おそらく筆者は三文小説は書きたくても、三文芝居はやりたくなかったのだと思う。SМは三文小説だ。しかし、SМを三文芝居にしてはいけない。筆者は確かにそう考えていた。理由はかんたんだ。SМは妄想であるかぎり、その妄想した場所がたとえ牢獄であったとしても壮大な城の中の出来事として描けるからなのだ。しかし、芝居では無理なので、どうしてもSМが安普請となってしまうのだ。筆者は三文芝居は好きだった。アングラの芝居なら新宿の公園通りあたりで嫌というほど観ていた。しかし、それをSМがやってはいけないと思っていたのだ。なぜなら、SМは高級でなければ面白くないと考えていたからだ。つまり、三文芝居でベルバラは出来ないが小説なら可能、漫画なら可能と、そうしたことだったのだ。そして、ベルバラを芝居でやりたいなら宝塚ぐらいの大事でなければならないと、そうしたことだったのだ。

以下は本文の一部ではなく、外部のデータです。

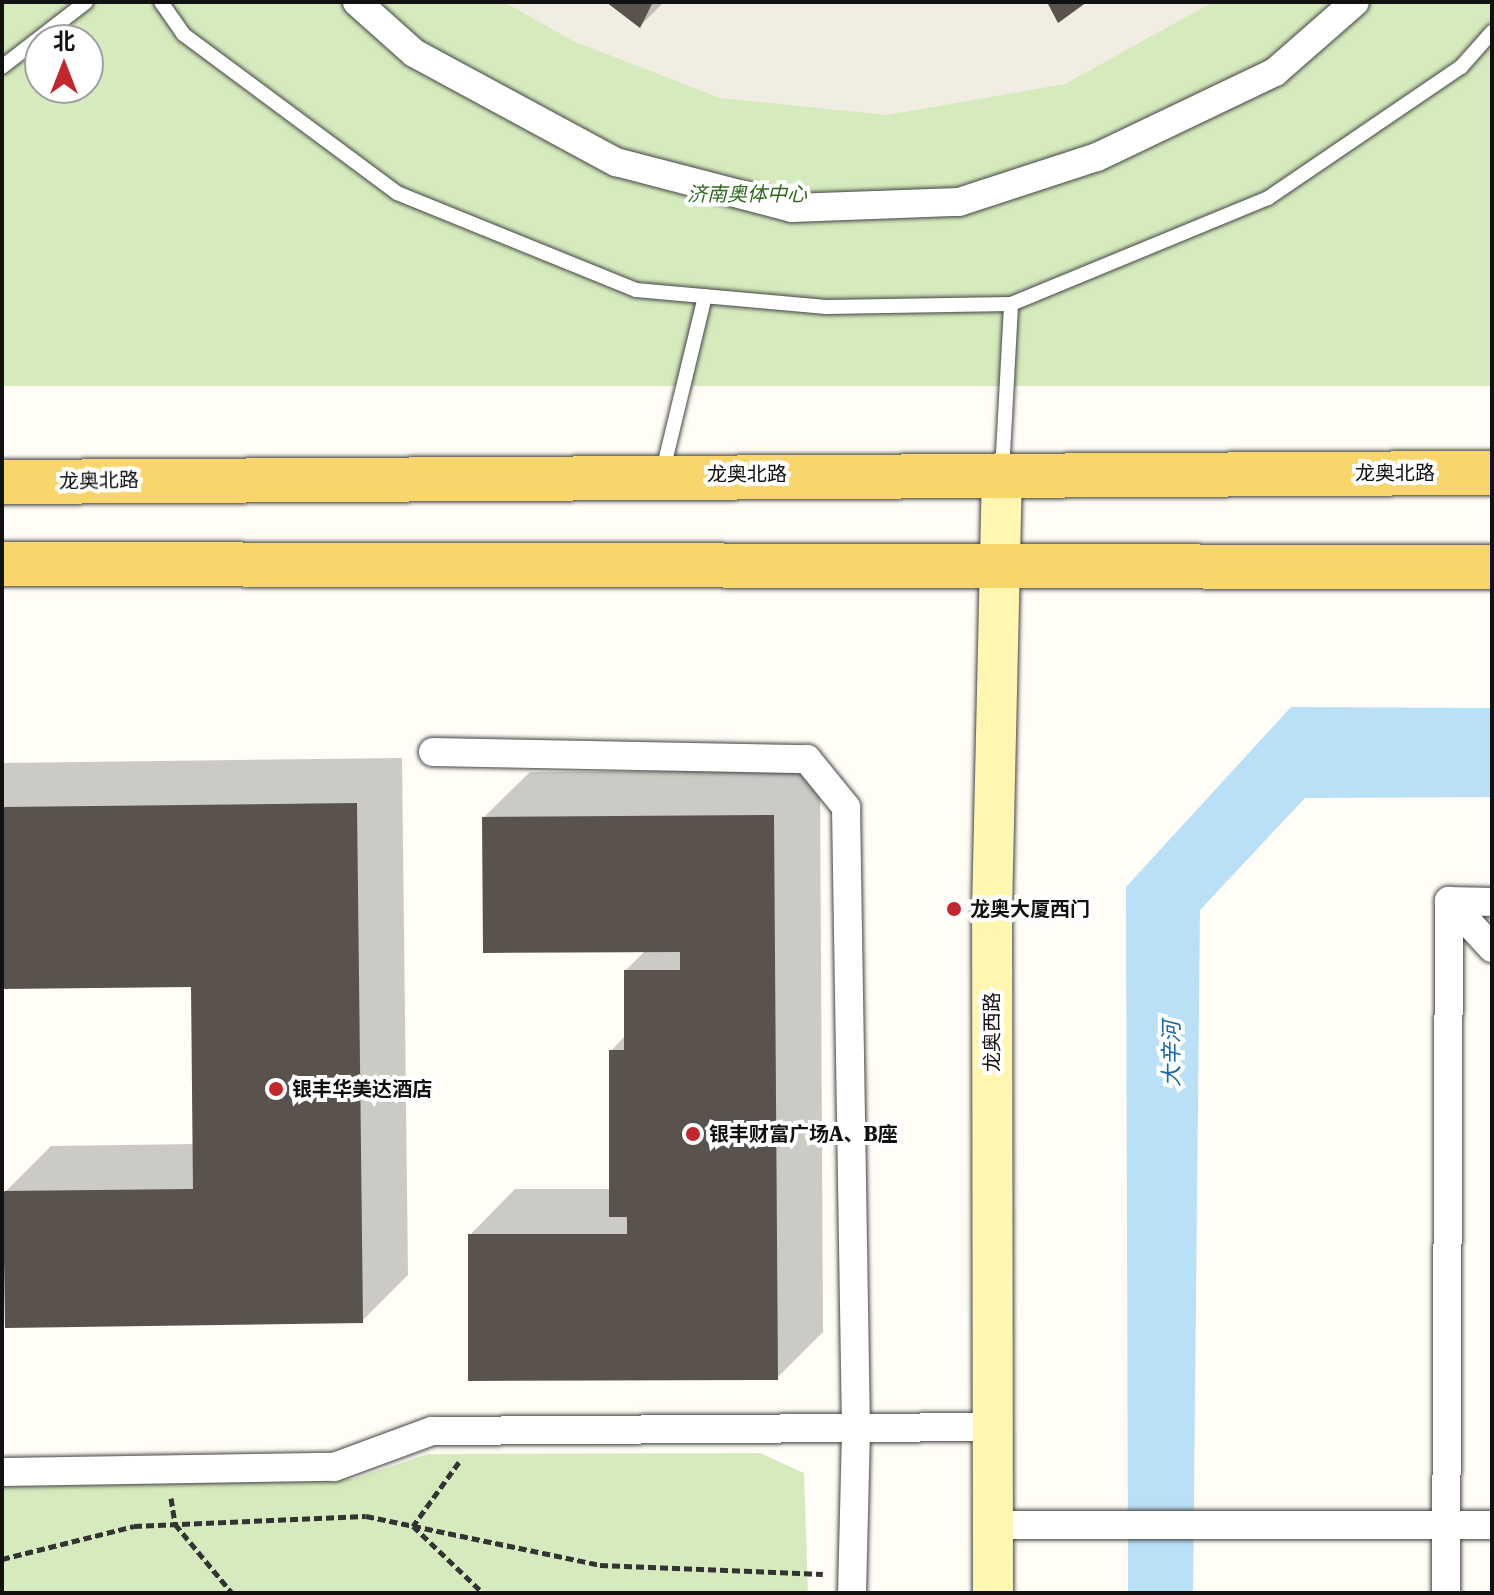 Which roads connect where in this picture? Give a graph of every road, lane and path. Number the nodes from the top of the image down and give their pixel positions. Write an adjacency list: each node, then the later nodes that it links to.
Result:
1 (86, 2): 6 (lane)
2 (161, 2): 7 (lane)
3 (357, 2): 4 (street)
4 (1355, 2)
5 (1492, 32): 8 (lane)
6 (2, 67)
7 (705, 296): 8 (lane); 11 (lane)
8 (1011, 304): 9 (lane)
9 (1002, 472): 10 (main road, 龙奥北路); 11 (main road, 龙奥北路); 13 (street, 龙奥西路)
10 (1492, 473)
11 (662, 475): 12 (main road, 龙奥北路)
12 (2, 482)
13 (1001, 562): 14 (main road); 15 (main road); 20 (street, 龙奥西路)
14 (2, 564)
15 (1492, 567)
16 (433, 752): 22 (street)
17 (1449, 901): 18 (street); 19 (street); 27 (street)
18 (1492, 902)
19 (1492, 948)
20 (993, 1427): 22 (street); 26 (street, 龙奥西路)
21 (481, 1431): 22 (street); 23 (street); 29 (path)
22 (856, 1431): 31 (street)
23 (166, 1469): 24 (street); 25 (path)
24 (2, 1472)
25 (175, 1524): 29 (path); 30 (path); 32 (path)
26 (994, 1525): 27 (street); 34 (street, 龙奥西路)
27 (1446, 1525): 28 (street); 35 (street)
28 (1492, 1525)
29 (413, 1526): 31 (path); 33 (path)
30 (2, 1559)
31 (852, 1584)
32 (232, 1593)
33 (483, 1593)
34 (993, 1593)
35 (1446, 1593)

この考えは今も変わらない。だから鹿鳴館サロンは、緊縛鑑賞会のようなこと、つまりショーのようなことにはかかわらないのだ。掘立小屋で芝居はしない、しかし、掘立小屋の中で豪邸を空想してやる、と、それが鹿鳴館サロンなのだ。
ところが、その当時の筆者にはそこまでの思いがなかった。そのため筆者たちが生の女の裸に浮かれている間に空想は手の届かない遠くに追いやられていたのえある。マニア雑誌では知性も高級も作れなくなっていたのである。筆者たちはリアルを求め過ぎて空想の方法を忘れてしまったのだ。
SМ界の重鎮の誘いを受けておいて筆者はどうしようもなくつまらない仕事をしてしまって彼を裏切ることになるのは、そこに原因があった。金のためにはリアルを求めるしかなかったのだが、それ以上に筆者に空想を取り戻す力がなかったのだ。
そのどうしようもなくダメな筆者の子供時代の空想を揺り起した男がいた。その男がサイト鹿鳴館を作った男だったのだ。筆者がマニアの重鎮を裏切って彼との仕事に有頂天になったのは、そのためだった。
彼はハリボテを筆者に教えたのだ。